Your task is to find every line in the records that holds the string "小猿屋黒井停車場線" and copy it.

Information supplied>
+ + + +

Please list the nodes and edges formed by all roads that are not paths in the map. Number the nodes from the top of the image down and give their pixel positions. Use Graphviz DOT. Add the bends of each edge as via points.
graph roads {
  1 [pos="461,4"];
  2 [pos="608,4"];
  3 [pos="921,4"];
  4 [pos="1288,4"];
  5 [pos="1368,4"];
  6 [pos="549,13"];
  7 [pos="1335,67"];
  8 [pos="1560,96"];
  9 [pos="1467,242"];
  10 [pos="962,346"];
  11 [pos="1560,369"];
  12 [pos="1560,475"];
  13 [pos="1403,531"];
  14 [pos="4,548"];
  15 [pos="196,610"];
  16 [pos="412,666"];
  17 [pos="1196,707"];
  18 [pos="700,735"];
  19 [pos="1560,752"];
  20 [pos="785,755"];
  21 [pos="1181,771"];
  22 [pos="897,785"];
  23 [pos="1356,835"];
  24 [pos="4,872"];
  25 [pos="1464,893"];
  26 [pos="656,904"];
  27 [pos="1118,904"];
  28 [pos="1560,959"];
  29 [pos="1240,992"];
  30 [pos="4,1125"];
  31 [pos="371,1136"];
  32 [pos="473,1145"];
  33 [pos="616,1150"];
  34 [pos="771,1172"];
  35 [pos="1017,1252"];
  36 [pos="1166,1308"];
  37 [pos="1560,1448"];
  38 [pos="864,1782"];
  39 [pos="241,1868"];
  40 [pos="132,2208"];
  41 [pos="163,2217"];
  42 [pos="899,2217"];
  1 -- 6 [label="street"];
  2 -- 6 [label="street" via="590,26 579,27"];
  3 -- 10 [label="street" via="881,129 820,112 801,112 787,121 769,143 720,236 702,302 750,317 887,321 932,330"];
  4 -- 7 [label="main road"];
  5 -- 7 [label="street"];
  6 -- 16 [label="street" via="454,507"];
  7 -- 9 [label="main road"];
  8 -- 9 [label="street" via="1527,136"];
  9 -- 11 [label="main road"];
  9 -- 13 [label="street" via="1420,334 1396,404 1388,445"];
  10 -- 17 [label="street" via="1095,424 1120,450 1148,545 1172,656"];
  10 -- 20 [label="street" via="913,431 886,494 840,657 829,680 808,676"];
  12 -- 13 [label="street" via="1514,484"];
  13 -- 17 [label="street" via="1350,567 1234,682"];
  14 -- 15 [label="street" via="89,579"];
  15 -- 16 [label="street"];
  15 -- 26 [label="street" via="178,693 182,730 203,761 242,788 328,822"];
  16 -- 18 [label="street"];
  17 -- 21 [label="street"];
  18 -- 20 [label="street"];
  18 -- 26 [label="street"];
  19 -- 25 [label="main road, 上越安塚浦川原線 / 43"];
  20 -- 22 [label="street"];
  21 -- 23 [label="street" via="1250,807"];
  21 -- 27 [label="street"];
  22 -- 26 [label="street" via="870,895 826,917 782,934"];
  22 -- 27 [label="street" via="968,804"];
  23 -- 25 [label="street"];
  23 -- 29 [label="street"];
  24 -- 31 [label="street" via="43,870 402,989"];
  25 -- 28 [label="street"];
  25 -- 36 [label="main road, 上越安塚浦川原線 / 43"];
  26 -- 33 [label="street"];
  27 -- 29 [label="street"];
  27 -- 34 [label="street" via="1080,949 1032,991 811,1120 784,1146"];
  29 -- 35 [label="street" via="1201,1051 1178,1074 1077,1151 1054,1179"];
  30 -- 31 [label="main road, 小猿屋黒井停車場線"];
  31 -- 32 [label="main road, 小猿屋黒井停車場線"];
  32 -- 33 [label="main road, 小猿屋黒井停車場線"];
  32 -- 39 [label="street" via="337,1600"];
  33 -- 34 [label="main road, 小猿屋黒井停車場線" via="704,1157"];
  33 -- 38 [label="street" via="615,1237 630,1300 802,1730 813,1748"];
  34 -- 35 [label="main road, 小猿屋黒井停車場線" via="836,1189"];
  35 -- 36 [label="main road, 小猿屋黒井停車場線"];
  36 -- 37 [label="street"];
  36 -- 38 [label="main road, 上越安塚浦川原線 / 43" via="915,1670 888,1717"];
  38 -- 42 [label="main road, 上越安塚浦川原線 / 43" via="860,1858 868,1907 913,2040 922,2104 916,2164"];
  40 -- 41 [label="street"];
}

+ + + +

Solution to this exercise>
  30 -- 31 [label="main road, 小猿屋黒井停車場線"];
  31 -- 32 [label="main road, 小猿屋黒井停車場線"];
  32 -- 33 [label="main road, 小猿屋黒井停車場線"];
  33 -- 34 [label="main road, 小猿屋黒井停車場線" via="704,1157"];
  34 -- 35 [label="main road, 小猿屋黒井停車場線" via="836,1189"];
  35 -- 36 [label="main road, 小猿屋黒井停車場線"];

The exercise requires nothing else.